WHAT YOU HAVE TO DO: A precise reproduction of every record below is needed, minus the pictures.
:: THE DATA ::
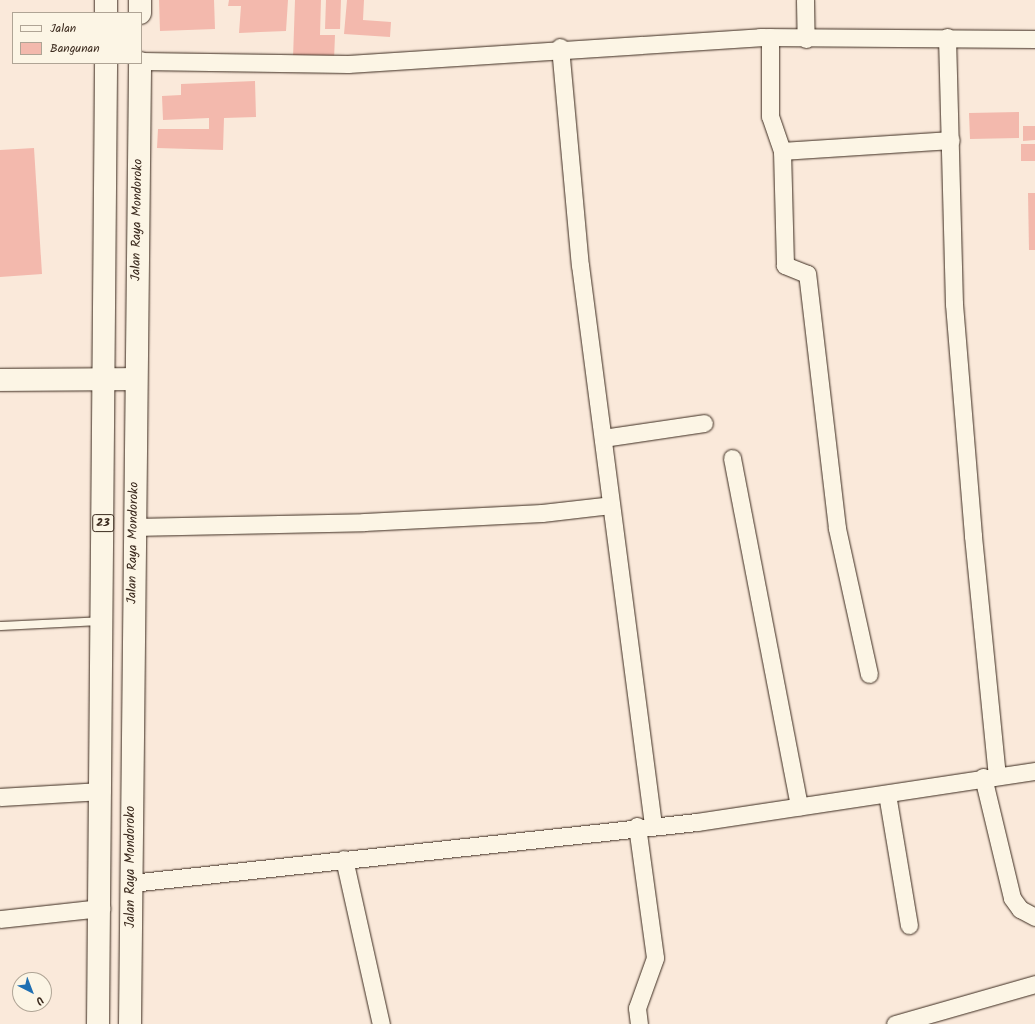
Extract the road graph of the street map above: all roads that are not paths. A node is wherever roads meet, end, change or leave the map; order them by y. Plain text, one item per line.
1 (106, 0) edge
2 (140, 0) edge
3 (805, 0) edge
4 (106, 12) edge
5 (140, 12) edge
6 (770, 37) junction
7 (947, 37) junction
8 (806, 38) junction
9 (1035, 39) edge
10 (560, 48) junction
11 (142, 62) edge
12 (106, 64) edge
13 (140, 64) edge
14 (951, 140) junction
15 (782, 151) junction
16 (104, 379) junction
17 (136, 379) junction
18 (0, 380) edge
19 (704, 423) dead end
20 (603, 438) junction
21 (732, 458) dead end
22 (612, 505) junction
23 (133, 527) junction
24 (101, 621) junction
25 (0, 626) edge
26 (869, 674) dead end
27 (1035, 771) edge
28 (990, 776) junction
29 (102, 791) junction
30 (887, 794) junction
31 (0, 797) edge
32 (799, 807) junction
33 (645, 826) junction
34 (344, 859) junction
35 (131, 883) junction
36 (101, 908) junction
37 (1035, 917) edge
38 (0, 919) edge
39 (909, 925) dead end
40 (99, 983) junction
41 (130, 983) junction
42 (1035, 984) edge
43 (98, 1024) edge
44 (130, 1024) edge
45 (381, 1024) edge
46 (639, 1024) edge
47 (895, 1024) edge

1 - 4 main road
2 - 5 main road
3 - 8 street
6 - 8 street
6 - 10 street
6 - 15 street
7 - 8 street
7 - 9 street
7 - 14 street
10 - 11 street
10 - 20 street
12 - 16 main road, 23
13 - 17 main road, Jalan Raya Mondoroko / 23
14 - 15 street
14 - 28 street
15 - 26 street
16 - 17 main road
16 - 18 main road
16 - 24 main road, 23
17 - 23 main road, Jalan Raya Mondoroko / 23
19 - 20 street
20 - 22 street
21 - 32 street
22 - 23 street
22 - 33 street
23 - 35 main road, Jalan Raya Mondoroko / 23
24 - 25 lane
24 - 29 main road, 23
27 - 28 street
28 - 30 street
28 - 37 street
29 - 31 street
29 - 36 main road, 23
30 - 32 street
30 - 39 street
32 - 33 street
33 - 34 street
33 - 46 street
34 - 35 street
34 - 45 street
35 - 41 main road, Jalan Raya Mondoroko / 23
36 - 38 street
36 - 40 main road, 23
40 - 41 main road
40 - 43 main road, 23
41 - 44 main road, Jalan Raya Mondoroko / 23
42 - 47 street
:::
TASK SOLUTION:
Extract the road graph of the street map above: all roads that are not paths. A node is wherever roads meet, end, change or leave the map; order them by y. Plain text, one item per line.
1 (106, 0) edge
2 (140, 0) edge
3 (805, 0) edge
4 (106, 12) edge
5 (140, 12) edge
6 (770, 37) junction
7 (947, 37) junction
8 (806, 38) junction
9 (1035, 39) edge
10 (560, 48) junction
11 (142, 62) edge
12 (106, 64) edge
13 (140, 64) edge
14 (951, 140) junction
15 (782, 151) junction
16 (104, 379) junction
17 (136, 379) junction
18 (0, 380) edge
19 (704, 423) dead end
20 (603, 438) junction
21 (732, 458) dead end
22 (612, 505) junction
23 (133, 527) junction
24 (101, 621) junction
25 (0, 626) edge
26 (869, 674) dead end
27 (1035, 771) edge
28 (990, 776) junction
29 (102, 791) junction
30 (887, 794) junction
31 (0, 797) edge
32 (799, 807) junction
33 (645, 826) junction
34 (344, 859) junction
35 (131, 883) junction
36 (101, 908) junction
37 (1035, 917) edge
38 (0, 919) edge
39 (909, 925) dead end
40 (99, 983) junction
41 (130, 983) junction
42 (1035, 984) edge
43 (98, 1024) edge
44 (130, 1024) edge
45 (381, 1024) edge
46 (639, 1024) edge
47 (895, 1024) edge

1 - 4 main road
2 - 5 main road
3 - 8 street
6 - 8 street
6 - 10 street
6 - 15 street
7 - 8 street
7 - 9 street
7 - 14 street
10 - 11 street
10 - 20 street
12 - 16 main road, 23
13 - 17 main road, Jalan Raya Mondoroko / 23
14 - 15 street
14 - 28 street
15 - 26 street
16 - 17 main road
16 - 18 main road
16 - 24 main road, 23
17 - 23 main road, Jalan Raya Mondoroko / 23
19 - 20 street
20 - 22 street
21 - 32 street
22 - 23 street
22 - 33 street
23 - 35 main road, Jalan Raya Mondoroko / 23
24 - 25 lane
24 - 29 main road, 23
27 - 28 street
28 - 30 street
28 - 37 street
29 - 31 street
29 - 36 main road, 23
30 - 32 street
30 - 39 street
32 - 33 street
33 - 34 street
33 - 46 street
34 - 35 street
34 - 45 street
35 - 41 main road, Jalan Raya Mondoroko / 23
36 - 38 street
36 - 40 main road, 23
40 - 41 main road
40 - 43 main road, 23
41 - 44 main road, Jalan Raya Mondoroko / 23
42 - 47 street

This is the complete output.